#### The task:
With pictures left out, retype the lines from the start of the records through the one that contains "Road topology of".

[Saved entries]
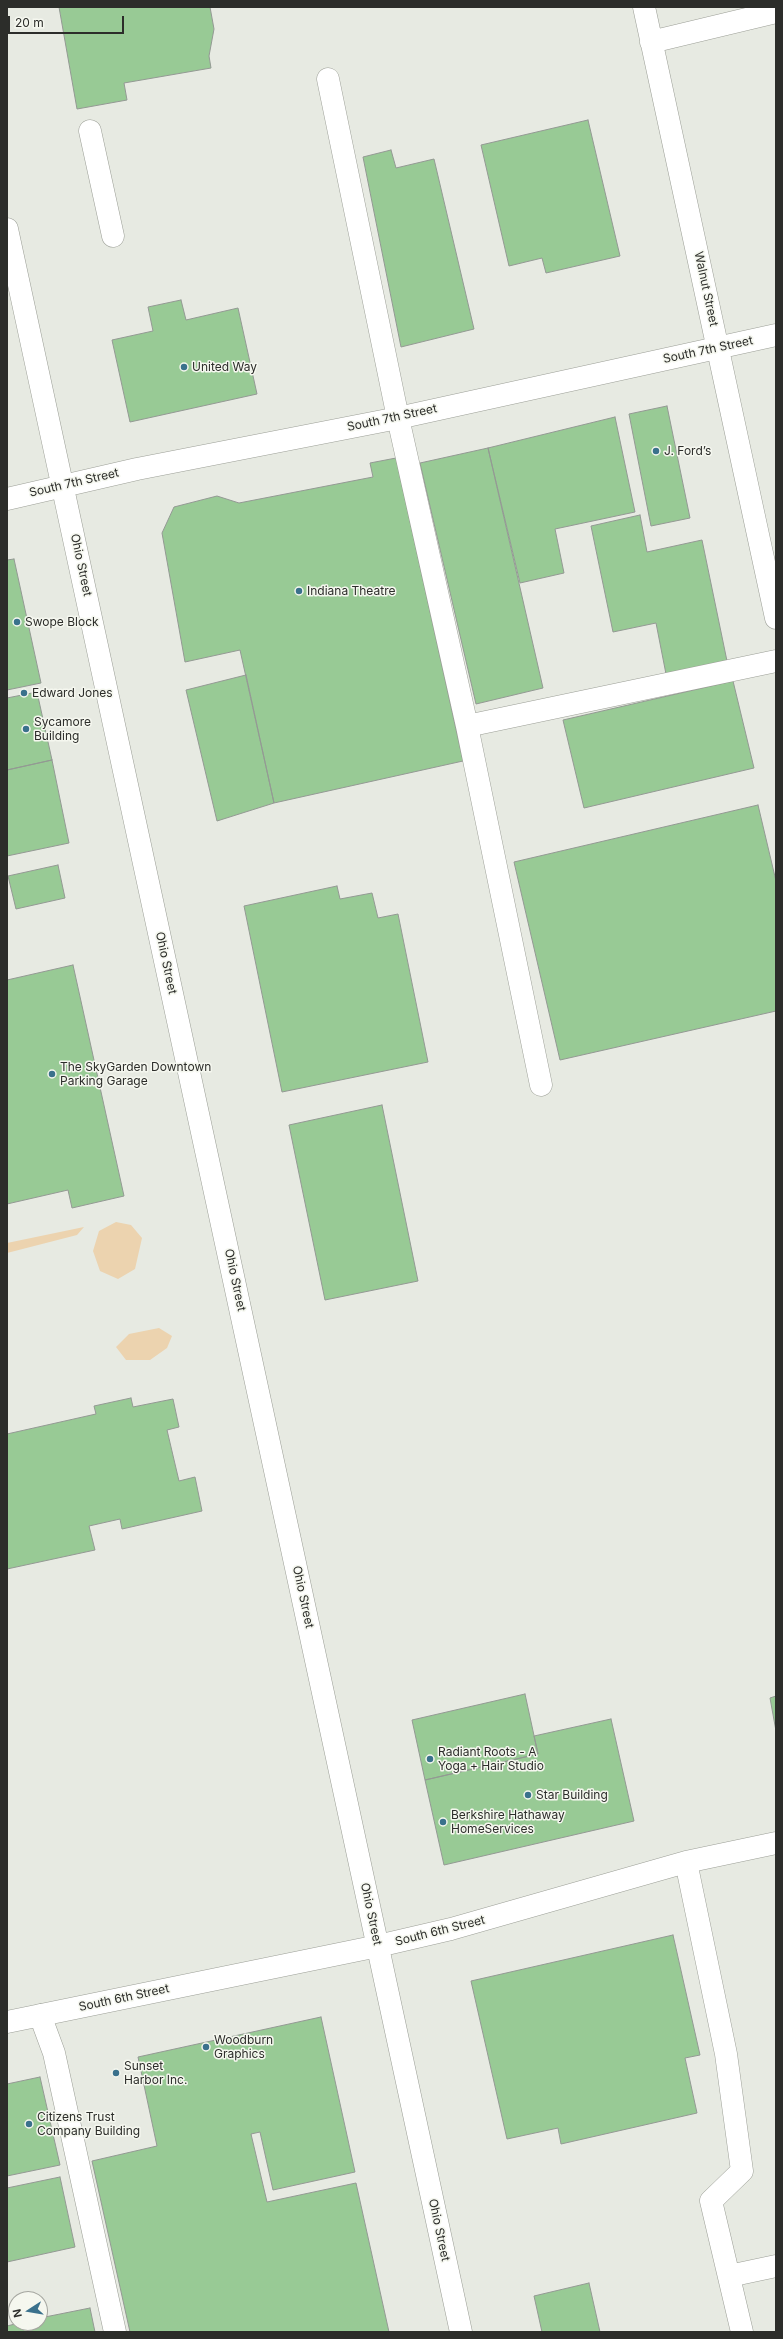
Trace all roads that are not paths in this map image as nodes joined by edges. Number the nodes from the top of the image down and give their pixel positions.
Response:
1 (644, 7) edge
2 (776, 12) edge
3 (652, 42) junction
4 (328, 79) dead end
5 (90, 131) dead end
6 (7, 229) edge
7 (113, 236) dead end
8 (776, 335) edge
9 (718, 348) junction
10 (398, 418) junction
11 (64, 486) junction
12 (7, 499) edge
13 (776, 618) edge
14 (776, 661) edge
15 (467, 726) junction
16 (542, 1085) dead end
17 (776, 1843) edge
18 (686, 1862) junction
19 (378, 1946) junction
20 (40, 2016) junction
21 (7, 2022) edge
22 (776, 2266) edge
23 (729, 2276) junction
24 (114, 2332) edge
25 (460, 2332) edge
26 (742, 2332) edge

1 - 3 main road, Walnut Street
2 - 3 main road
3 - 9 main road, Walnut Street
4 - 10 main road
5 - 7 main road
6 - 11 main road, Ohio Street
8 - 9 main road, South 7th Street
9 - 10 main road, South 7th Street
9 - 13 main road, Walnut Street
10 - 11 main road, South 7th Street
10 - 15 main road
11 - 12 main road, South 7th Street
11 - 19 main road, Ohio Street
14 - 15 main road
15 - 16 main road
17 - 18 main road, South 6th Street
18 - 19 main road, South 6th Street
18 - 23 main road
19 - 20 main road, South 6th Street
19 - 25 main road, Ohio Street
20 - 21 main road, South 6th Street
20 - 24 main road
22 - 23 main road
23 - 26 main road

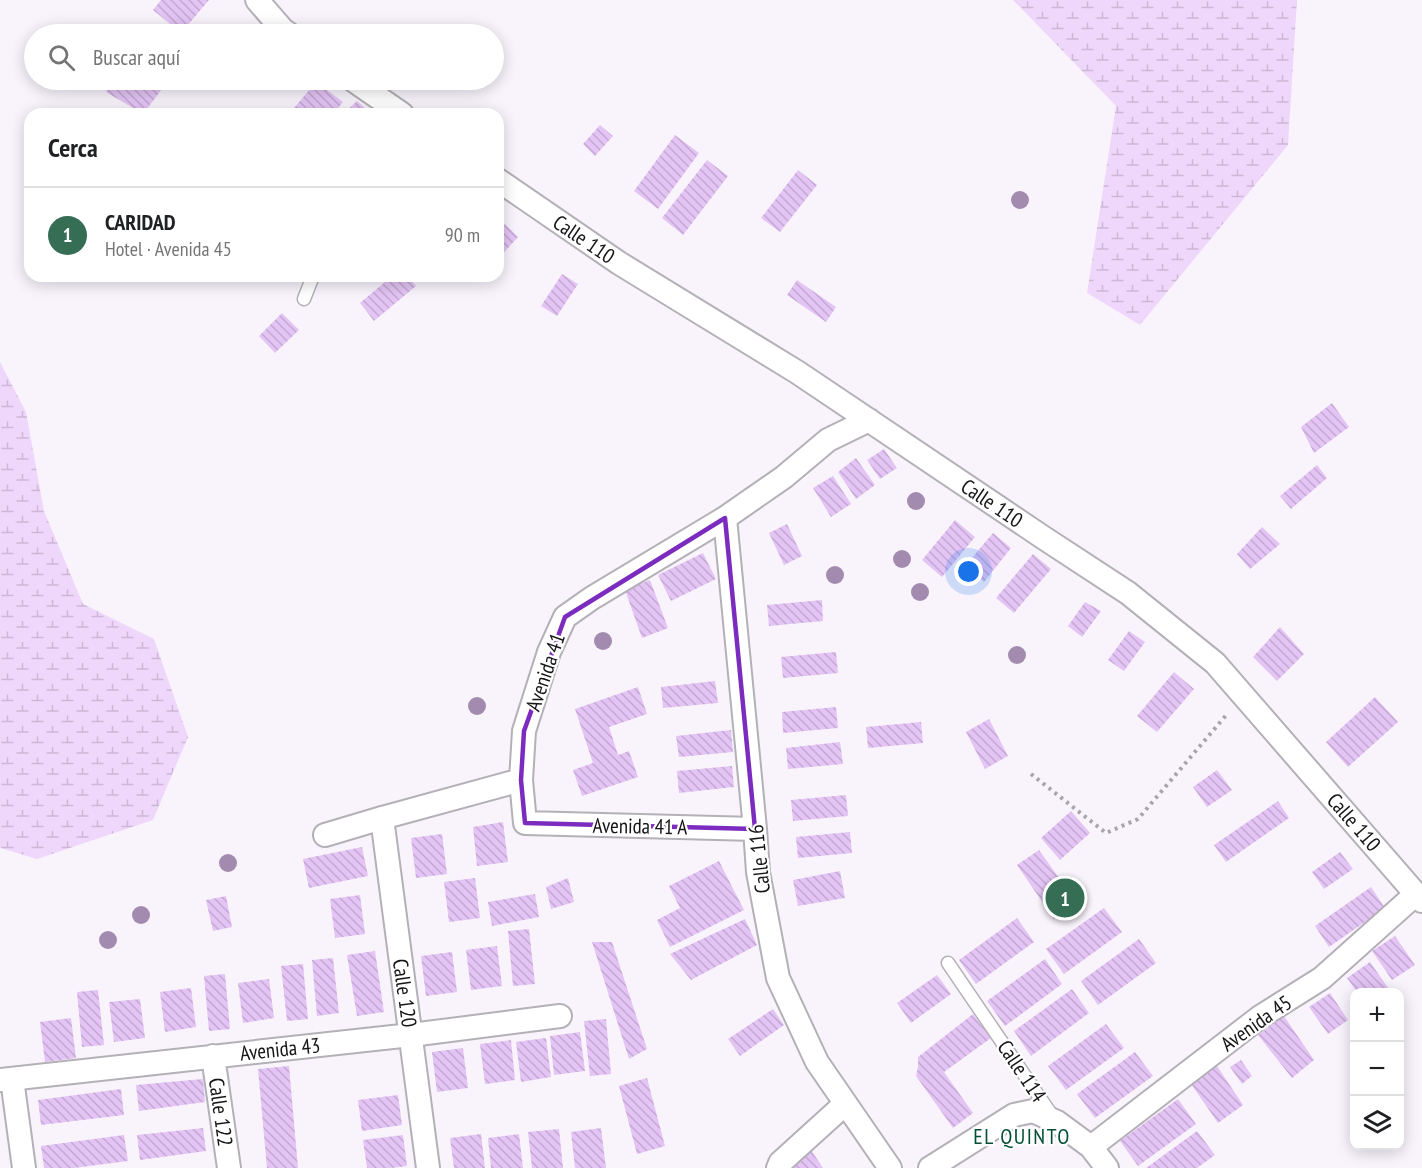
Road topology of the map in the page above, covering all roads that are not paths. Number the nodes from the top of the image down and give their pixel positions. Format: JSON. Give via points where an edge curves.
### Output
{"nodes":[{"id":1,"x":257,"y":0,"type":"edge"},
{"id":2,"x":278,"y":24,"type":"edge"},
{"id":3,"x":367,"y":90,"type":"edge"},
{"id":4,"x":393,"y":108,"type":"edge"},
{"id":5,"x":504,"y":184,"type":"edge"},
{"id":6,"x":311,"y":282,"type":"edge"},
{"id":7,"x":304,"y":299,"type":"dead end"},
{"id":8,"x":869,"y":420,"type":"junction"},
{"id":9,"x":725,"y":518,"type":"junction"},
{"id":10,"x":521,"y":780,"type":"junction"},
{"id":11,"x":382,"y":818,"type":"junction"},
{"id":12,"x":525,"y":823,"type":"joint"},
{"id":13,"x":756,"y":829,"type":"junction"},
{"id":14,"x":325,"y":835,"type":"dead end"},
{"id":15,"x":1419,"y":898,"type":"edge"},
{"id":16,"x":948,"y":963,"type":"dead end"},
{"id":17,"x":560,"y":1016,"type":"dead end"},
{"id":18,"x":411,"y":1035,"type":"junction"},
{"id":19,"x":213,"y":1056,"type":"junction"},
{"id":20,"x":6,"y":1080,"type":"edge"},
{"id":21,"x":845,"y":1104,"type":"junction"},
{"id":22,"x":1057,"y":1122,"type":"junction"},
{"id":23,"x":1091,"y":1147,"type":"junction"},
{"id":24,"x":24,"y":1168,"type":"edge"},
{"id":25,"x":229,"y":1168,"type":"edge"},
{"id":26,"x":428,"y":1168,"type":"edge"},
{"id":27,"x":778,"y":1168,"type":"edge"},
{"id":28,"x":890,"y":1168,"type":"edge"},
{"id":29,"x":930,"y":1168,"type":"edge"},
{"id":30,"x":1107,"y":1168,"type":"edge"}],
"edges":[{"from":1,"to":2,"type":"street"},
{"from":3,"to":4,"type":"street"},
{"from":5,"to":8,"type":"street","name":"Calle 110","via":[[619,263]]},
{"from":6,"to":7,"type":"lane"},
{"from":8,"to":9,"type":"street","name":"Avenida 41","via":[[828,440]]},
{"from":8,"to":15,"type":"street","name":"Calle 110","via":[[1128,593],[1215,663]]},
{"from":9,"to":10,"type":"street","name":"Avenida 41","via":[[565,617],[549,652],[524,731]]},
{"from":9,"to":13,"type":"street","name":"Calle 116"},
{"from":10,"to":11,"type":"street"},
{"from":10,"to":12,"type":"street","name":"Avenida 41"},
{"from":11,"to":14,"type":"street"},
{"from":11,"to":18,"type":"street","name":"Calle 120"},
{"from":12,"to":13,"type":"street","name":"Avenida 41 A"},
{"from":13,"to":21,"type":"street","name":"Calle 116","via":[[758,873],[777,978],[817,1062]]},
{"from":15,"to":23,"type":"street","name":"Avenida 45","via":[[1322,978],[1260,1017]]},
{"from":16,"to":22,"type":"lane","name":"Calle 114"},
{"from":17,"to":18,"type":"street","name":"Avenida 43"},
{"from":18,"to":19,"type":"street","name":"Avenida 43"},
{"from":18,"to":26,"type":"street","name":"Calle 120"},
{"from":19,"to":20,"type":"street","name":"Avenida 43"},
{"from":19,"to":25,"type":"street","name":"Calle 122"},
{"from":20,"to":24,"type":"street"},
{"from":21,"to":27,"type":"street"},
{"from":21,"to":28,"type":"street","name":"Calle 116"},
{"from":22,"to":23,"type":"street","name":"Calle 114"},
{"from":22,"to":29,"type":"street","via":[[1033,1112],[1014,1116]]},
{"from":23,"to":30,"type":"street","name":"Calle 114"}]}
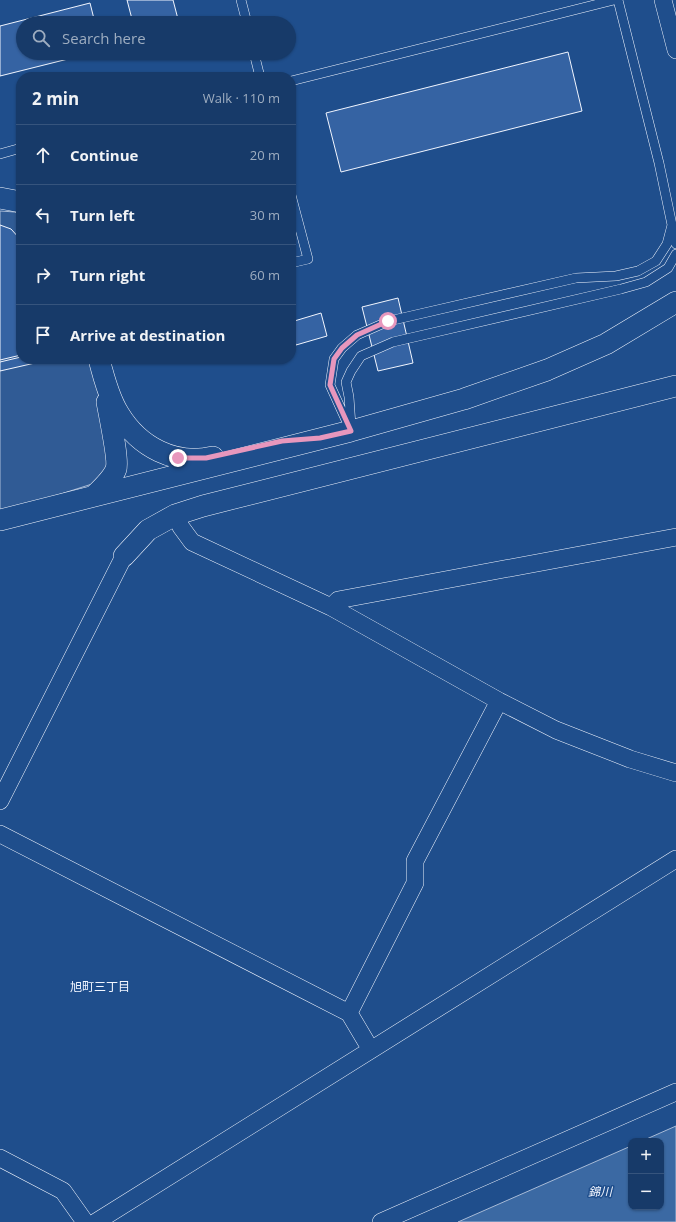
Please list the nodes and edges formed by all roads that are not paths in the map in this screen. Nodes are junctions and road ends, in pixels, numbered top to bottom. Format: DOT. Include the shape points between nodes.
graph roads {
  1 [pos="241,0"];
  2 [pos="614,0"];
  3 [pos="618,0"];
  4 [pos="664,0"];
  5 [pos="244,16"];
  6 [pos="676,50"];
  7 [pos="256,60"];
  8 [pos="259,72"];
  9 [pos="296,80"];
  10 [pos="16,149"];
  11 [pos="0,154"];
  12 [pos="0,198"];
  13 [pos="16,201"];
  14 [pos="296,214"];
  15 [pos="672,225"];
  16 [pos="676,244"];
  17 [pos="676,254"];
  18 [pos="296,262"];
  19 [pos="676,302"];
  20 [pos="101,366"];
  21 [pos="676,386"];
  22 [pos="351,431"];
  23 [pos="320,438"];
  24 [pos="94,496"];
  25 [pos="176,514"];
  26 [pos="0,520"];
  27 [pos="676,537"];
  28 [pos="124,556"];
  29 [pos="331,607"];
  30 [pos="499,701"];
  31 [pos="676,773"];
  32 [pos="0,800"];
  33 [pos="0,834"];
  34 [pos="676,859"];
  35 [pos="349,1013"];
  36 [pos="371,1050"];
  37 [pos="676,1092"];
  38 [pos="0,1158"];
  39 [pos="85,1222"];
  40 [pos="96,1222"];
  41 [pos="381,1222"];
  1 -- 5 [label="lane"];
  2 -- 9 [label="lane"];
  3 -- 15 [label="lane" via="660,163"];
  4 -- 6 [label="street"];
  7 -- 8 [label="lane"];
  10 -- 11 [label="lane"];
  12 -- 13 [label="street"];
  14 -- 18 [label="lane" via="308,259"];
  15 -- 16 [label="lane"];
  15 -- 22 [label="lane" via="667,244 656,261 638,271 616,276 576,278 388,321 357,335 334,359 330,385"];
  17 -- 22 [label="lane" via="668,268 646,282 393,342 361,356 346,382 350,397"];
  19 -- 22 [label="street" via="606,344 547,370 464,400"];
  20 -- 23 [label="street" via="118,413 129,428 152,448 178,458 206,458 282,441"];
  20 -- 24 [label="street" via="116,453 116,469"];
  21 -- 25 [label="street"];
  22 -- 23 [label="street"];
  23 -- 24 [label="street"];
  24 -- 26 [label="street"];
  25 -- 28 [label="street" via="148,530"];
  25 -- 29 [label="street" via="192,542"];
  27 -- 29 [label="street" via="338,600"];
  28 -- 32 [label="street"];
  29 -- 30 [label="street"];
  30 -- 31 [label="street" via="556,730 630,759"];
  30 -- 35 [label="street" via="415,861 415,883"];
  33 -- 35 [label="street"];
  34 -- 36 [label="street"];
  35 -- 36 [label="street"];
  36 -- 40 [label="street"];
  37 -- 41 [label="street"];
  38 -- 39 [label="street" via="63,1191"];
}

#### Response:
Trace all roads that are not paths in this map image as nodes joined by edges. Number the nodes from the top of the image down and give their pixel positions.
Response:
1 (644, 7) edge
2 (776, 12) edge
3 (652, 42) junction
4 (328, 79) dead end
5 (90, 131) dead end
6 (7, 229) edge
7 (113, 236) dead end
8 (776, 335) edge
9 (718, 348) junction
10 (398, 418) junction
11 (64, 486) junction
12 (7, 499) edge
13 (776, 618) edge
14 (776, 661) edge
15 (467, 726) junction
16 (542, 1085) dead end
17 (776, 1843) edge
18 (686, 1862) junction
19 (378, 1946) junction
20 (40, 2016) junction
21 (7, 2022) edge
22 (776, 2266) edge
23 (729, 2276) junction
24 (114, 2332) edge
25 (460, 2332) edge
26 (742, 2332) edge

1 - 3 main road, Walnut Street
2 - 3 main road
3 - 9 main road, Walnut Street
4 - 10 main road
5 - 7 main road
6 - 11 main road, Ohio Street
8 - 9 main road, South 7th Street
9 - 10 main road, South 7th Street
9 - 13 main road, Walnut Street
10 - 11 main road, South 7th Street
10 - 15 main road
11 - 12 main road, South 7th Street
11 - 19 main road, Ohio Street
14 - 15 main road
15 - 16 main road
17 - 18 main road, South 6th Street
18 - 19 main road, South 6th Street
18 - 23 main road
19 - 20 main road, South 6th Street
19 - 25 main road, Ohio Street
20 - 21 main road, South 6th Street
20 - 24 main road
22 - 23 main road
23 - 26 main road

Road topology of the map in the page above, covering all roads that are not paths. Number the nodes from the top of the image down and give their pixel positions. Format: JSON. Give via points where an edge curves.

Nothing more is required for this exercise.